### INPUT MATERIAL ###

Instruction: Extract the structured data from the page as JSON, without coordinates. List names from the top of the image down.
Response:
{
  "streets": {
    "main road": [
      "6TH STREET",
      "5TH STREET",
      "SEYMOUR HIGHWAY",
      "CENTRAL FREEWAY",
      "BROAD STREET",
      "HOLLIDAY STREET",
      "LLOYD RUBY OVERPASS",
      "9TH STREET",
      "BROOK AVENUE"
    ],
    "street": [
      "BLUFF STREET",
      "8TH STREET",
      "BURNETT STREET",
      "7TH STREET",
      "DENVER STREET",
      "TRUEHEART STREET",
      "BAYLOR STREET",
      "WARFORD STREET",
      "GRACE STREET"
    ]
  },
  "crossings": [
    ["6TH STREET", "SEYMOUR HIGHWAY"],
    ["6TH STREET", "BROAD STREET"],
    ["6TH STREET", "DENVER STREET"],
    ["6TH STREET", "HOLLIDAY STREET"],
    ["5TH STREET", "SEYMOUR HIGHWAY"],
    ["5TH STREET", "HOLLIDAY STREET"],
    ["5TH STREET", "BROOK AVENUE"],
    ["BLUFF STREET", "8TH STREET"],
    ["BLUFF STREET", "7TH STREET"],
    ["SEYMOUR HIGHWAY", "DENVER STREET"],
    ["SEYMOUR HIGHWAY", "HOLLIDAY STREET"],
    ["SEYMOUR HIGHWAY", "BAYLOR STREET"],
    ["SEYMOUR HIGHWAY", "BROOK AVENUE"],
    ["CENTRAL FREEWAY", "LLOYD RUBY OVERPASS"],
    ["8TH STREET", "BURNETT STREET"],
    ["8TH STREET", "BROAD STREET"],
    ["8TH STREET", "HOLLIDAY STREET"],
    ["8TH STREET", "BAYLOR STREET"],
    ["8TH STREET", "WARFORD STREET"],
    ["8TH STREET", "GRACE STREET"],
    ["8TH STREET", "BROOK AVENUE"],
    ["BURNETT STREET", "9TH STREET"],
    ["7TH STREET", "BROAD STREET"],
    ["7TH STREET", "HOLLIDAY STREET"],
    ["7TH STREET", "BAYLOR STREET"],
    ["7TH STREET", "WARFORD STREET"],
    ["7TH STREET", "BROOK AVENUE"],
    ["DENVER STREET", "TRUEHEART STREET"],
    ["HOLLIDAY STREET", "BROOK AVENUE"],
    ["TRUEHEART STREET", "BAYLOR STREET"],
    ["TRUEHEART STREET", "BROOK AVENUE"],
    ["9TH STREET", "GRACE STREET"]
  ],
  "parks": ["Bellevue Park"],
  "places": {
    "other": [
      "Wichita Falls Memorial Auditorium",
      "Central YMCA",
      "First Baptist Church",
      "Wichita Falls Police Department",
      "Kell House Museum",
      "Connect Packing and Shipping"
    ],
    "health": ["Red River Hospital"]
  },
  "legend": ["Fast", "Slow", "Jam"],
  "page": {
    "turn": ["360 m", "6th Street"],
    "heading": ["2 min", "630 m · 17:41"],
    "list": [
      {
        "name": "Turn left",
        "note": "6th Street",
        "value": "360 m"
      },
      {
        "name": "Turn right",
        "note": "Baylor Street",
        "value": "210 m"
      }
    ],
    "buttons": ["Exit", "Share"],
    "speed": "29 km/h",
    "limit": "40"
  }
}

###

→ WORK TO BE COMPLETED
Your job is to give the listing again exactly as it was written.

→ REPLY
Instruction: Extract the structured data from the page as JSON, without coordinates. List names from the top of the image down.
Response:
{
  "streets": {
    "main road": [
      "6TH STREET",
      "5TH STREET",
      "SEYMOUR HIGHWAY",
      "CENTRAL FREEWAY",
      "BROAD STREET",
      "HOLLIDAY STREET",
      "LLOYD RUBY OVERPASS",
      "9TH STREET",
      "BROOK AVENUE"
    ],
    "street": [
      "BLUFF STREET",
      "8TH STREET",
      "BURNETT STREET",
      "7TH STREET",
      "DENVER STREET",
      "TRUEHEART STREET",
      "BAYLOR STREET",
      "WARFORD STREET",
      "GRACE STREET"
    ]
  },
  "crossings": [
    ["6TH STREET", "SEYMOUR HIGHWAY"],
    ["6TH STREET", "BROAD STREET"],
    ["6TH STREET", "DENVER STREET"],
    ["6TH STREET", "HOLLIDAY STREET"],
    ["5TH STREET", "SEYMOUR HIGHWAY"],
    ["5TH STREET", "HOLLIDAY STREET"],
    ["5TH STREET", "BROOK AVENUE"],
    ["BLUFF STREET", "8TH STREET"],
    ["BLUFF STREET", "7TH STREET"],
    ["SEYMOUR HIGHWAY", "DENVER STREET"],
    ["SEYMOUR HIGHWAY", "HOLLIDAY STREET"],
    ["SEYMOUR HIGHWAY", "BAYLOR STREET"],
    ["SEYMOUR HIGHWAY", "BROOK AVENUE"],
    ["CENTRAL FREEWAY", "LLOYD RUBY OVERPASS"],
    ["8TH STREET", "BURNETT STREET"],
    ["8TH STREET", "BROAD STREET"],
    ["8TH STREET", "HOLLIDAY STREET"],
    ["8TH STREET", "BAYLOR STREET"],
    ["8TH STREET", "WARFORD STREET"],
    ["8TH STREET", "GRACE STREET"],
    ["8TH STREET", "BROOK AVENUE"],
    ["BURNETT STREET", "9TH STREET"],
    ["7TH STREET", "BROAD STREET"],
    ["7TH STREET", "HOLLIDAY STREET"],
    ["7TH STREET", "BAYLOR STREET"],
    ["7TH STREET", "WARFORD STREET"],
    ["7TH STREET", "BROOK AVENUE"],
    ["DENVER STREET", "TRUEHEART STREET"],
    ["HOLLIDAY STREET", "BROOK AVENUE"],
    ["TRUEHEART STREET", "BAYLOR STREET"],
    ["TRUEHEART STREET", "BROOK AVENUE"],
    ["9TH STREET", "GRACE STREET"]
  ],
  "parks": ["Bellevue Park"],
  "places": {
    "other": [
      "Wichita Falls Memorial Auditorium",
      "Central YMCA",
      "First Baptist Church",
      "Wichita Falls Police Department",
      "Kell House Museum",
      "Connect Packing and Shipping"
    ],
    "health": ["Red River Hospital"]
  },
  "legend": ["Fast", "Slow", "Jam"],
  "page": {
    "turn": ["360 m", "6th Street"],
    "heading": ["2 min", "630 m · 17:41"],
    "list": [
      {
        "name": "Turn left",
        "note": "6th Street",
        "value": "360 m"
      },
      {
        "name": "Turn right",
        "note": "Baylor Street",
        "value": "210 m"
      }
    ],
    "buttons": ["Exit", "Share"],
    "speed": "29 km/h",
    "limit": "40"
  }
}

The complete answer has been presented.